**Saved entries**.
━━━━━━━━━━━━━━━━━━━━

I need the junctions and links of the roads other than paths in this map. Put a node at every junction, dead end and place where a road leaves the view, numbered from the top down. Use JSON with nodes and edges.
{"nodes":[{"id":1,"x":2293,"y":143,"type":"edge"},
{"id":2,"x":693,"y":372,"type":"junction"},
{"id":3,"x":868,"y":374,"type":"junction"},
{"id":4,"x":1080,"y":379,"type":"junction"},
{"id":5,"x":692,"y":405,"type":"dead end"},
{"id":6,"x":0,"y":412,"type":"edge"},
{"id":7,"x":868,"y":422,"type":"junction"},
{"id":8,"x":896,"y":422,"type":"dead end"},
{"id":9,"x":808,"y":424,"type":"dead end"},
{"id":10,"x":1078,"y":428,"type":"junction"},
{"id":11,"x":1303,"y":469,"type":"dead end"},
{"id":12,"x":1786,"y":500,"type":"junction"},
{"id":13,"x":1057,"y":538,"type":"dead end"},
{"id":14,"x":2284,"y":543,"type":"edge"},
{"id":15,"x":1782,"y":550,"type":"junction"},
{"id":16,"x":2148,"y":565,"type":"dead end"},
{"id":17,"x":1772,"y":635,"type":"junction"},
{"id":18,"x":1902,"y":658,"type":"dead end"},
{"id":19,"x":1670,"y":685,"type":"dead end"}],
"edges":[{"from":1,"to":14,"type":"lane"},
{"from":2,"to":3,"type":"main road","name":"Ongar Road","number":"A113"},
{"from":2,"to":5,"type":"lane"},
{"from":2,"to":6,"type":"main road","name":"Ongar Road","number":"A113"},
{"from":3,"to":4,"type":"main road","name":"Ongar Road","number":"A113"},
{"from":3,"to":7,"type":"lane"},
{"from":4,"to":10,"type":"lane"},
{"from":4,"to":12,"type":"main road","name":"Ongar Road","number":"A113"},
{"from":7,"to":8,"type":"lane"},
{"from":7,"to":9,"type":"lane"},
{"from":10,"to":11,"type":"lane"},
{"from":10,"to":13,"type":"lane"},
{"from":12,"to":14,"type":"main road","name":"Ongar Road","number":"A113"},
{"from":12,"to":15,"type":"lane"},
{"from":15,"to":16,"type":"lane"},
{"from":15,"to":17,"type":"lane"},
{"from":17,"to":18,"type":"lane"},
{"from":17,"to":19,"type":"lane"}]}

━━━━━━━━━━━━━━━━━━━━

**Assignment**. An exact copy of all the records is the only acceptable answer.

**Answer to the problem**.
I need the junctions and links of the roads other than paths in this map. Put a node at every junction, dead end and place where a road leaves the view, numbered from the top down. Use JSON with nodes and edges.
{"nodes":[{"id":1,"x":2293,"y":143,"type":"edge"},
{"id":2,"x":693,"y":372,"type":"junction"},
{"id":3,"x":868,"y":374,"type":"junction"},
{"id":4,"x":1080,"y":379,"type":"junction"},
{"id":5,"x":692,"y":405,"type":"dead end"},
{"id":6,"x":0,"y":412,"type":"edge"},
{"id":7,"x":868,"y":422,"type":"junction"},
{"id":8,"x":896,"y":422,"type":"dead end"},
{"id":9,"x":808,"y":424,"type":"dead end"},
{"id":10,"x":1078,"y":428,"type":"junction"},
{"id":11,"x":1303,"y":469,"type":"dead end"},
{"id":12,"x":1786,"y":500,"type":"junction"},
{"id":13,"x":1057,"y":538,"type":"dead end"},
{"id":14,"x":2284,"y":543,"type":"edge"},
{"id":15,"x":1782,"y":550,"type":"junction"},
{"id":16,"x":2148,"y":565,"type":"dead end"},
{"id":17,"x":1772,"y":635,"type":"junction"},
{"id":18,"x":1902,"y":658,"type":"dead end"},
{"id":19,"x":1670,"y":685,"type":"dead end"}],
"edges":[{"from":1,"to":14,"type":"lane"},
{"from":2,"to":3,"type":"main road","name":"Ongar Road","number":"A113"},
{"from":2,"to":5,"type":"lane"},
{"from":2,"to":6,"type":"main road","name":"Ongar Road","number":"A113"},
{"from":3,"to":4,"type":"main road","name":"Ongar Road","number":"A113"},
{"from":3,"to":7,"type":"lane"},
{"from":4,"to":10,"type":"lane"},
{"from":4,"to":12,"type":"main road","name":"Ongar Road","number":"A113"},
{"from":7,"to":8,"type":"lane"},
{"from":7,"to":9,"type":"lane"},
{"from":10,"to":11,"type":"lane"},
{"from":10,"to":13,"type":"lane"},
{"from":12,"to":14,"type":"main road","name":"Ongar Road","number":"A113"},
{"from":12,"to":15,"type":"lane"},
{"from":15,"to":16,"type":"lane"},
{"from":15,"to":17,"type":"lane"},
{"from":17,"to":18,"type":"lane"},
{"from":17,"to":19,"type":"lane"}]}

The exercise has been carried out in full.